Reviewed by: Amber Wilkinson

Previously responsible for the thought-provoking documentary, Divorce Iranian Style, Kim Longinotto and Ziba Mir-Hosseini return to the country for this eye-opening account of life in a Tehran women's hostel.

The runaways in question are Iranian girls, all under 20, who have fled their homes to escape abuse and intolerable restrictions.

Twice divorced Atena, for example, is 18, forced to escape when her stepfather attempts to rape her. Her mother's response is to try and set her on fire. Despite all this, she is desperate to return home. Setarah, on the other hand, was raped as a child and has no home to go back to.

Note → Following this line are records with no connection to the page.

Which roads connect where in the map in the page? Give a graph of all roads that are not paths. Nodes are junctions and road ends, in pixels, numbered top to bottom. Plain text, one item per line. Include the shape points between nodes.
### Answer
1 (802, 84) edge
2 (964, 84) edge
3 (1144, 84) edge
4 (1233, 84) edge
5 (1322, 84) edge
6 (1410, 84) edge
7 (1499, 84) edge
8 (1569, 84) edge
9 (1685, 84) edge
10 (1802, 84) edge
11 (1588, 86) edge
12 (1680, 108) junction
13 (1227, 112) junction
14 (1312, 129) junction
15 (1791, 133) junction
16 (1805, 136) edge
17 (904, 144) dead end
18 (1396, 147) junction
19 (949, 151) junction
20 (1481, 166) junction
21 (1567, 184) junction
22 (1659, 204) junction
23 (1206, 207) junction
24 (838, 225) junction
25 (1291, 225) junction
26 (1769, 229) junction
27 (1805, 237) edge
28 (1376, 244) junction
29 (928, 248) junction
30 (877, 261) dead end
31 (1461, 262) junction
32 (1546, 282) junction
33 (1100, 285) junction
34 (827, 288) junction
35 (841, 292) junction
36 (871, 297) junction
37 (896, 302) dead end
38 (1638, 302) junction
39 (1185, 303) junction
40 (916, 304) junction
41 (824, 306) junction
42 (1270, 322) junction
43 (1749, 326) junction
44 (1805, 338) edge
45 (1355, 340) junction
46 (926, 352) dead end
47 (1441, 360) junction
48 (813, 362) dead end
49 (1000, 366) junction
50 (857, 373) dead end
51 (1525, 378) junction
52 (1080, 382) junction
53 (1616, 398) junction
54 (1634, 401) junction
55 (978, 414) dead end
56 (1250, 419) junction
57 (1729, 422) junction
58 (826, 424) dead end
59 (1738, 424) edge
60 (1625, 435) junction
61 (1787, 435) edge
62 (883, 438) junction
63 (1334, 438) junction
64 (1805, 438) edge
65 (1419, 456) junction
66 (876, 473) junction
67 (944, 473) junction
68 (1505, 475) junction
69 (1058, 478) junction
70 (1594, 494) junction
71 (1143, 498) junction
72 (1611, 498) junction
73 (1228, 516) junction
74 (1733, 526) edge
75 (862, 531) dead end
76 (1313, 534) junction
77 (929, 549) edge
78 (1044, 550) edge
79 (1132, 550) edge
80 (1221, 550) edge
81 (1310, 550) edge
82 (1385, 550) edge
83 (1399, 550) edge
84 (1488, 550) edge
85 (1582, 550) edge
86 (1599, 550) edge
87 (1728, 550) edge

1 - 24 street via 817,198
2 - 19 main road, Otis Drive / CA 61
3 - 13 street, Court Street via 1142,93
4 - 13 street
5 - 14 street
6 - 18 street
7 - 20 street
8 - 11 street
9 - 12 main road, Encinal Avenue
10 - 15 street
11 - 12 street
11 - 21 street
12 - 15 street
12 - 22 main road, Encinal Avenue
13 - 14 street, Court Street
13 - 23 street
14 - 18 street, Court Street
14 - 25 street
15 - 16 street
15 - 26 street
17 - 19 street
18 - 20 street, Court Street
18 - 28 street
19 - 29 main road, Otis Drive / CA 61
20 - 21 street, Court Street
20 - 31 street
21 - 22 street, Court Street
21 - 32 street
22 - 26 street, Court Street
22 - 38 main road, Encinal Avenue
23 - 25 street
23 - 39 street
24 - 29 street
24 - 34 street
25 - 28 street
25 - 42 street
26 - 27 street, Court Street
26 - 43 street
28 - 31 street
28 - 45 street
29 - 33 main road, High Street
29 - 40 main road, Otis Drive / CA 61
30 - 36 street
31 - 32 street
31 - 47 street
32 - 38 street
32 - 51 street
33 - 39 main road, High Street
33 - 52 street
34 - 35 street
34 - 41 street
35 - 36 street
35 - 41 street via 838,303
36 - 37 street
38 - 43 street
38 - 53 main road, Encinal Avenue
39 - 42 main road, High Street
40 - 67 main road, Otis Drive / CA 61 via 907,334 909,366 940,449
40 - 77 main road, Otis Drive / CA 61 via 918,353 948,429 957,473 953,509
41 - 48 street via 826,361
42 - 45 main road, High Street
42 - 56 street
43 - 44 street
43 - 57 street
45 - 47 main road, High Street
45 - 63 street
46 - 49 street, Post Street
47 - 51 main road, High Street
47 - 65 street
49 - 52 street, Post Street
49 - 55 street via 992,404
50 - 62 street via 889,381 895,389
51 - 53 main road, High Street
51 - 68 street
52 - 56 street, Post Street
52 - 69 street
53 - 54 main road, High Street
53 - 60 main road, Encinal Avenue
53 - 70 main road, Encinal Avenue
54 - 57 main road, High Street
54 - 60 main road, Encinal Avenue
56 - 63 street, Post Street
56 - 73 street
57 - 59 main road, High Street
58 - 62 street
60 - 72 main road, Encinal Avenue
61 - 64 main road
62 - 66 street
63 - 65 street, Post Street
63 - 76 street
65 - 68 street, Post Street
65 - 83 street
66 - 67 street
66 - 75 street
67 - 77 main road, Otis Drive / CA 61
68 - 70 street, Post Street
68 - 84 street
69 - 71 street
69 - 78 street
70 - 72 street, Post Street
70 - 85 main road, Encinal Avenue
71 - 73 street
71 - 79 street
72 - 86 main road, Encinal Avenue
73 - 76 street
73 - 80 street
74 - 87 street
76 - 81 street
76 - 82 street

The hostel negotiates with the families on behalf of the girls, attempting to reconcile them, and, if this is not possible, helping them towards a hard-to-come by independence by arranging accommodation and jobs.

By recording the day-to-day activities at the hostel, rather than quizzing the girls individually, Longinotto and Hosseini have created an honest and open account, which leaves us to draw our own conclusions.

You are struck by the difficulties that women face in Iran just to gain the freedoms that we take from granted. However, this is far from a depressing film, as you are reminded of the quality of hope, burning bright within these young women, as they make their way in a hostile world.

As Setareh says to encourage another girl, "You see this day. Our future is going to be like that. If you want it, our future can be as bright as that."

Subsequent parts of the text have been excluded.